LONDON (Reuters) - The euro hit a 6 1/2-month low against the yen and was pinned down near 7-month troughs against the dollar on Monday after the deadly attacks in Paris led to a bout of global risk aversion and kept investors cautious on the common currency.
The Swiss franc, another traditional safe-haven currency rose, gained 0.3 percent against the euro, while the one-month euro/dollar implied volatility, a key gauge of how sharp swings in the currency is likely to be, jumped nearly 5 percent to trade at around 12 percent..
Broad risk sentiment across global markets was also hit as oil and commodity prices fell while European shares were in the red.
Still, analysts judged the reaction to the heightened worries stemming from the attacks in Paris has been rather muted, with investors likely to focus on increasing central bank divergence between the European Central Bank and the Federal Reserve in due course.
Even before the attacks, the euro had been under pressure from expectations the ECB will step up monetary easing next month, possibly cutting interest rates deeper into negative levels and buying more assets under its quantitative easing programme.
The euro fell 0.3 percent to $1.0740, not far from last week’s 6 1/2-month low of $1.0674, having retreated almost 7 percent from its Oct. 15 peak of $1.1495.
The common currency also fell to as low as 130.66 yen, its lowest since late April. It last stood at 132 yen, slightly lower on the day.
“There is some caution ruling markets as we have seen with the reaction to stock markets. Ultimately, the Fed/ECB divergence will be the focus, with markets already pricing in a 10 basis point deposit rate cut by the ECB and extension of the QE programme,” said Manuel Oliveri, FX strategist at Credit Agricole.
Martin Enlund, chief FX strategist at Nordea, said the Paris attacks are likely to lead to a rise in the risk premium for the euro. And, in the longer term a hit to business and consumer sentiment would depend on how sharply risk sentiment sours.

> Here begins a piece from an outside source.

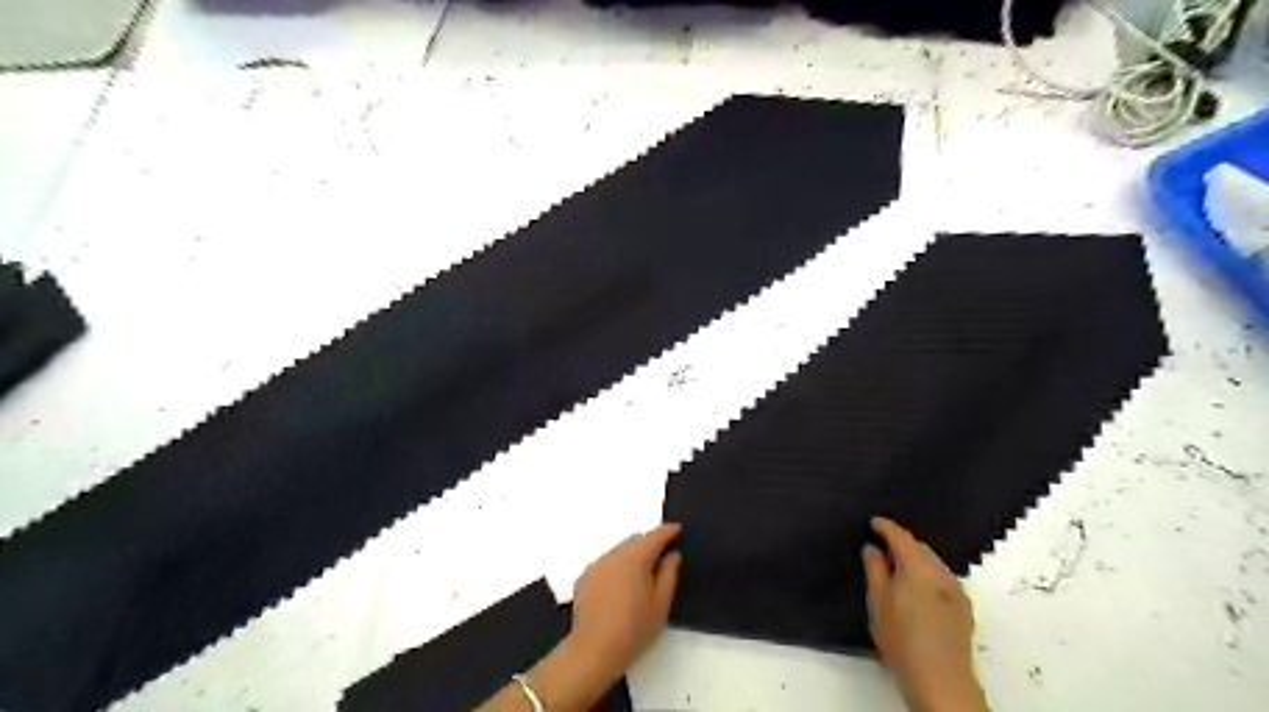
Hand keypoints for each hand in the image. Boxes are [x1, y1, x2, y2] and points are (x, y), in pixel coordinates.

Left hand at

France launched air strikes in Islamic State positions in Syria on Sunday as police in Europe widened their investigations into the coordinated Paris attacks.
“Geopolitical risk is heightened, with France already taking responses. That I think should have negative implication on the euro/yen,” said Shunsuke Yamada, chief FX strategist at Bank of America Merrill Lynch in Tokyo.
The yen showed muted response to data that showed Japan’s GDP slipped more than expected in July-September, the second consecutive quarter of economic contraction.
The numbers were within market expectations and will not significantly change Japan’s policy outlook, said Minori Uchida, chief FX strategist at Bank of Tokyo-Mitsubishi UFJ.